=== Section Start ===

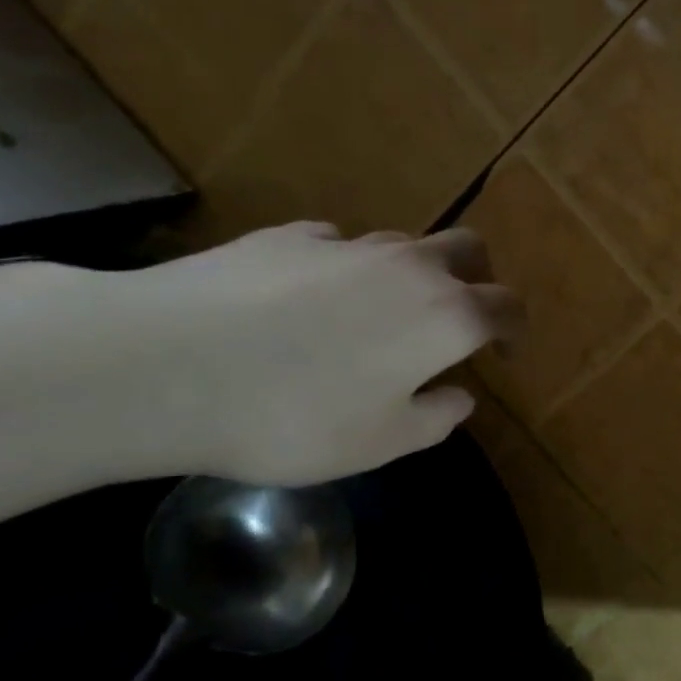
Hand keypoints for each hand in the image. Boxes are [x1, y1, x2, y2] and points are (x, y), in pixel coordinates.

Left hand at [123, 221, 522, 485]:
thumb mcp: (380, 444)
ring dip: (409, 274)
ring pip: (403, 244)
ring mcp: (348, 245)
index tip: (505, 353)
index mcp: (446, 317)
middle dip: (477, 278)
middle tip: (459, 315)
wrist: (165, 366)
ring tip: (374, 316)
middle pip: (468, 249)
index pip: (506, 306)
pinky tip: (306, 300)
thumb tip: (459, 395)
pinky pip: (337, 247)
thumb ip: (436, 418)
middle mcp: (409, 267)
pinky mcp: (289, 236)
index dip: (515, 329)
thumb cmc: (294, 417)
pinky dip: (343, 269)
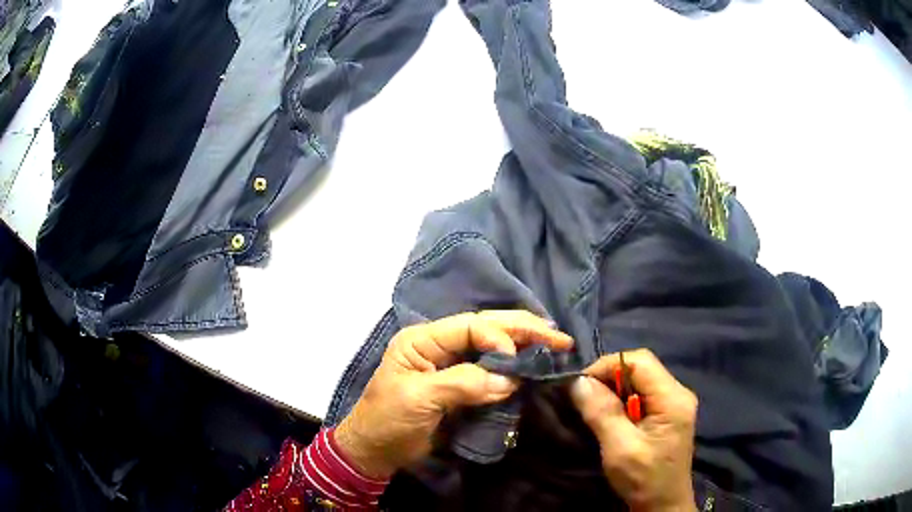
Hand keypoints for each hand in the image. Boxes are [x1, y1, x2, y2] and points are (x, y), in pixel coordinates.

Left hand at [335, 310, 572, 479]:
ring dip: (524, 344)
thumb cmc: (388, 420)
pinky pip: (492, 370)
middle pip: (486, 327)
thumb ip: (462, 384)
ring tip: (554, 344)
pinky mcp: (461, 384)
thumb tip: (510, 379)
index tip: (519, 361)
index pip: (470, 326)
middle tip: (559, 337)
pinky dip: (514, 367)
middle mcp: (440, 345)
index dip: (500, 337)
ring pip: (493, 346)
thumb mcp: (419, 399)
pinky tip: (533, 364)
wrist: (376, 450)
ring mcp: (452, 364)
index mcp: (424, 339)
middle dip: (523, 330)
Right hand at [571, 349, 697, 511]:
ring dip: (614, 391)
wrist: (663, 506)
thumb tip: (579, 382)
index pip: (640, 361)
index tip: (581, 386)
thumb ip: (602, 413)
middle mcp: (678, 393)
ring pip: (640, 382)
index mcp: (673, 398)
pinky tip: (610, 418)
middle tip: (584, 399)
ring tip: (593, 409)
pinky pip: (642, 396)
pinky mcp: (667, 416)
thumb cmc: (644, 479)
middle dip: (609, 378)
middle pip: (641, 368)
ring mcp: (674, 404)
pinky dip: (622, 402)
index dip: (608, 366)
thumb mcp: (620, 448)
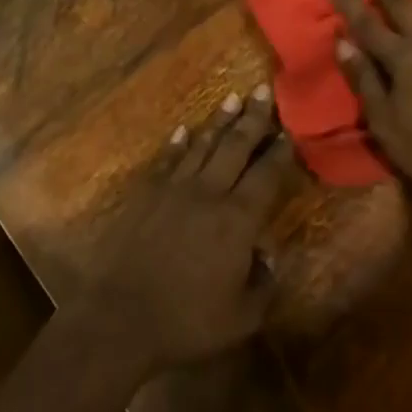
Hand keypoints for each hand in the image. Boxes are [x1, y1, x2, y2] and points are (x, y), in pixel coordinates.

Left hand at [86, 87, 297, 374]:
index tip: (289, 131)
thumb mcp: (241, 318)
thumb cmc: (186, 321)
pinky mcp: (148, 193)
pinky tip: (184, 130)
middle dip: (252, 118)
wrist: (122, 315)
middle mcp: (209, 192)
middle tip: (263, 90)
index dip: (279, 153)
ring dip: (219, 122)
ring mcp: (175, 188)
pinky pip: (168, 159)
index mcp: (237, 220)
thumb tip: (270, 256)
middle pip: (235, 147)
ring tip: (232, 99)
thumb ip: (263, 285)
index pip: (265, 176)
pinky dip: (178, 143)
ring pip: (203, 145)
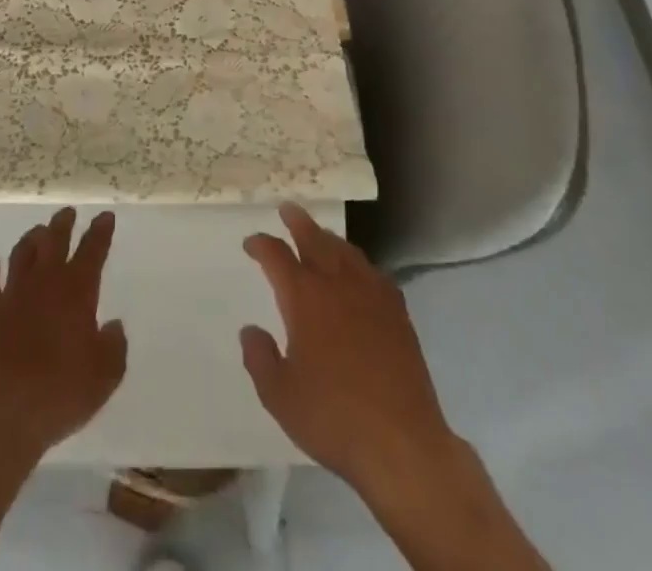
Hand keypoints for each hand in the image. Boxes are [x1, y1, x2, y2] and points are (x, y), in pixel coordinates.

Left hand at [0, 208, 126, 471]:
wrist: (2, 415)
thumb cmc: (60, 395)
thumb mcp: (104, 378)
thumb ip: (114, 347)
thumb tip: (113, 326)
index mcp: (77, 292)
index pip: (93, 251)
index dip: (100, 231)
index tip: (105, 215)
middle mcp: (45, 283)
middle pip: (54, 241)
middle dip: (63, 224)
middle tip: (68, 212)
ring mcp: (12, 294)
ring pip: (21, 253)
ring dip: (31, 239)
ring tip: (38, 231)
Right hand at [240, 204, 457, 497]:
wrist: (401, 442)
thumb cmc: (333, 417)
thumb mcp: (279, 396)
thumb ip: (259, 358)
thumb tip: (250, 330)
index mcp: (304, 298)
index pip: (277, 256)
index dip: (261, 245)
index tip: (251, 243)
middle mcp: (336, 284)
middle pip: (315, 239)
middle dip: (298, 221)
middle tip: (287, 208)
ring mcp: (371, 295)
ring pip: (346, 251)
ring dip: (329, 238)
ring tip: (320, 235)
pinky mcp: (397, 313)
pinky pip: (374, 273)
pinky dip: (360, 264)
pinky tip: (360, 273)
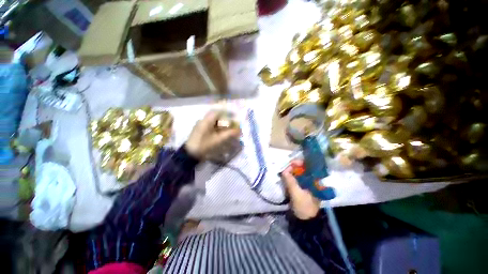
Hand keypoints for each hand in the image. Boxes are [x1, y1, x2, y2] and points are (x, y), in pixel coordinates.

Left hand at [185, 110, 240, 159]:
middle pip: (216, 116)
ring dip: (221, 124)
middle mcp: (203, 120)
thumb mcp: (218, 140)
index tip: (234, 116)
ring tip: (228, 129)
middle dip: (225, 119)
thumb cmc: (204, 146)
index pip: (218, 112)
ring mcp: (201, 125)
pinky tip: (221, 133)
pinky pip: (210, 126)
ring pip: (213, 121)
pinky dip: (217, 128)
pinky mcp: (200, 130)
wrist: (190, 154)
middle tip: (232, 124)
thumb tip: (239, 130)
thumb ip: (229, 134)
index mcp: (206, 121)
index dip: (227, 113)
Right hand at [281, 160, 320, 219]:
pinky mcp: (302, 187)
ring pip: (299, 173)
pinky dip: (291, 176)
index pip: (309, 166)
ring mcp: (307, 183)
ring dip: (292, 171)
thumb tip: (284, 171)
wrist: (305, 220)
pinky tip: (286, 176)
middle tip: (286, 167)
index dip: (300, 163)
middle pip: (303, 168)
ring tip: (285, 171)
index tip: (291, 163)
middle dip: (294, 166)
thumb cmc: (304, 206)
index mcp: (315, 181)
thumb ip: (290, 181)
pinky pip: (296, 178)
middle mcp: (313, 180)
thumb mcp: (296, 193)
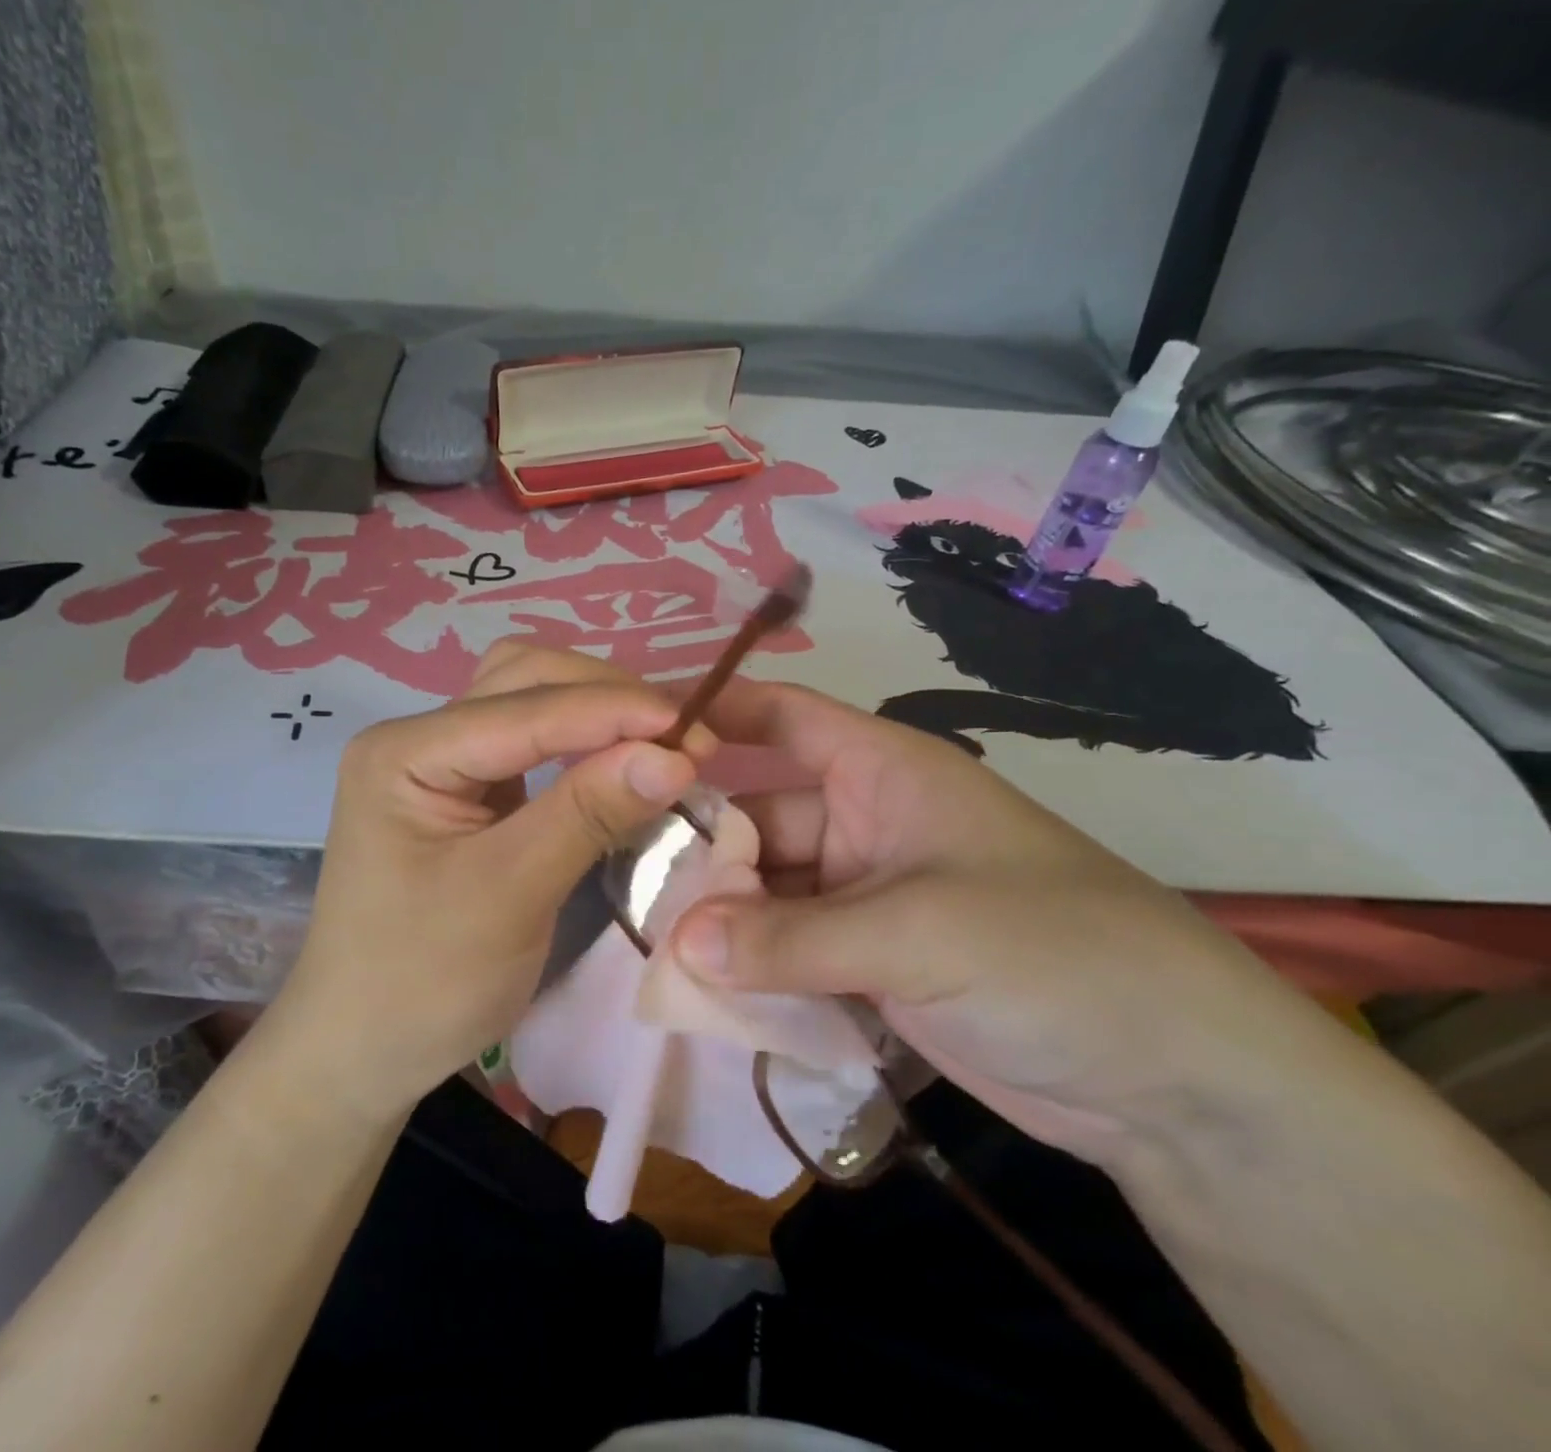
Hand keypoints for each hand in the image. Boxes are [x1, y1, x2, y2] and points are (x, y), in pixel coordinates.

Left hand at [265, 643, 712, 1120]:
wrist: (363, 1050)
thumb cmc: (422, 983)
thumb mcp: (509, 896)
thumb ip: (588, 814)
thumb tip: (675, 755)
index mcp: (405, 753)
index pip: (524, 708)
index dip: (613, 711)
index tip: (694, 730)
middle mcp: (419, 738)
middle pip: (523, 680)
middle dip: (606, 697)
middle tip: (684, 736)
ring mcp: (443, 763)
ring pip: (531, 702)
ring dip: (598, 711)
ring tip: (663, 740)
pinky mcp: (469, 793)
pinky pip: (534, 744)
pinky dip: (584, 743)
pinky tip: (624, 759)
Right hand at [668, 681, 1349, 1166]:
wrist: (1176, 1082)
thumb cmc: (1054, 955)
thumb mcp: (917, 934)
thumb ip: (788, 939)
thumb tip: (678, 947)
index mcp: (882, 773)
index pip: (781, 719)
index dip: (712, 716)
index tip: (634, 740)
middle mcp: (864, 824)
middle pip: (757, 818)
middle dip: (699, 850)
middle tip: (624, 883)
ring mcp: (864, 899)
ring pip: (766, 893)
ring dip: (719, 921)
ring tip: (649, 948)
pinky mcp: (869, 965)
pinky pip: (789, 953)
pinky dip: (750, 969)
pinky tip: (700, 992)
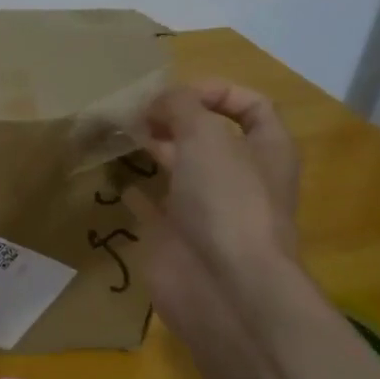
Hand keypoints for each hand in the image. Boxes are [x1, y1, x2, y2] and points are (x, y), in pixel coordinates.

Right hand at [124, 81, 301, 353]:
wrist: (223, 286)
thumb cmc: (226, 201)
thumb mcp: (205, 136)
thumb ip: (180, 106)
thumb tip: (157, 102)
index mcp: (266, 150)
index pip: (251, 107)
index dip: (217, 92)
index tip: (176, 95)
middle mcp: (239, 177)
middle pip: (208, 137)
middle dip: (174, 119)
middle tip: (135, 112)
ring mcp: (207, 209)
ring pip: (179, 169)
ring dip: (152, 149)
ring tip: (118, 134)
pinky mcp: (177, 236)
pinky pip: (153, 205)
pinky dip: (134, 191)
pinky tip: (113, 177)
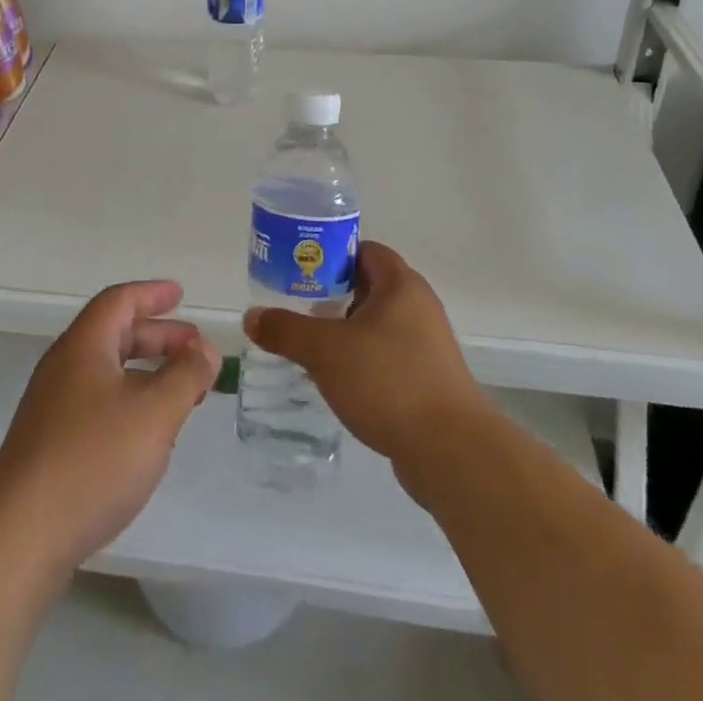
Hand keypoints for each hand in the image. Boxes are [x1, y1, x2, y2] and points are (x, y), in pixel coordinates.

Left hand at [0, 281, 219, 575]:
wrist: (20, 536)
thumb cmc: (93, 459)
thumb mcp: (155, 412)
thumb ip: (186, 376)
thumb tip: (205, 349)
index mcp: (84, 345)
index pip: (120, 301)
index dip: (152, 294)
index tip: (180, 295)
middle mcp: (64, 367)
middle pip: (114, 335)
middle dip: (158, 337)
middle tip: (194, 349)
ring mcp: (52, 407)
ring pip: (107, 372)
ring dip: (146, 373)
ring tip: (181, 392)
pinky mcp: (49, 445)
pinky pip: (97, 403)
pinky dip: (129, 402)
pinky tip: (147, 434)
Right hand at [244, 241, 488, 476]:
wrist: (451, 452)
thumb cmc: (388, 381)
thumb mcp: (325, 351)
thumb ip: (286, 330)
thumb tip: (251, 317)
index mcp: (401, 285)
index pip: (364, 250)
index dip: (331, 253)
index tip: (301, 268)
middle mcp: (419, 307)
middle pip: (369, 287)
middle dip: (332, 295)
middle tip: (298, 306)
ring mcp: (427, 346)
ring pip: (377, 325)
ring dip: (345, 332)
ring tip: (310, 345)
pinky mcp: (429, 381)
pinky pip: (387, 357)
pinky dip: (362, 361)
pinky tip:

=== Section End ===

**Task brief:**
From the listing above, please give again the lines that begin with the line holding "pinky tip: (221, 133)" and go on through the line holding "thumb cmc: (1054, 955)", exactly, both ends included, minus any picture.

**Written solution:**
pinky tip: (221, 133)
pinky pip: (210, 126)
ring pip: (213, 121)
pinky dip: (217, 128)
pinky mcp: (200, 130)
wrist: (190, 154)
middle tip: (232, 124)
thumb tip: (239, 130)
thumb ip: (229, 134)
index mcp: (206, 121)
index dip: (227, 113)
Right hand at [281, 160, 320, 219]:
pinky mcp: (302, 187)
ring pip: (299, 173)
pinky dip: (291, 176)
index pip: (309, 166)
ring mcp: (307, 183)
ring dip: (292, 171)
thumb tip: (284, 171)
wrist: (305, 220)
pinky tip: (286, 176)
middle tip: (286, 167)
index dip: (300, 163)
middle pip: (303, 168)
ring tip: (285, 171)
index tip: (291, 163)
middle dip: (294, 166)
thumb cmc: (304, 206)
index mcp: (315, 181)
thumb ip: (290, 181)
pinky pip: (296, 178)
middle mcp: (313, 180)
thumb mcp: (296, 193)
Hand keypoints for each hand in the image. Boxes are [x1, y1, x2, y2] and points are (x, y), in pixel coordinates.

Left hand at [265, 643, 712, 1120]:
wrist: (363, 1050)
thumb cmc: (422, 983)
thumb mcp: (509, 896)
thumb ip: (588, 814)
thumb tip: (675, 755)
index mcp: (405, 753)
index pip: (524, 708)
index dip: (613, 711)
index tip: (694, 730)
middle mcp: (419, 738)
middle pip: (523, 680)
middle dip: (606, 697)
middle tip: (684, 736)
ring mcp: (443, 763)
ring pip: (531, 702)
ring dip: (598, 711)
ring tip: (663, 740)
pinky mcp: (469, 793)
pinky pip: (534, 744)
pinky dip: (584, 743)
pinky tip: (624, 759)
Right hand at [668, 681, 1349, 1166]:
wrist: (1176, 1082)
thumb cmc: (1054, 955)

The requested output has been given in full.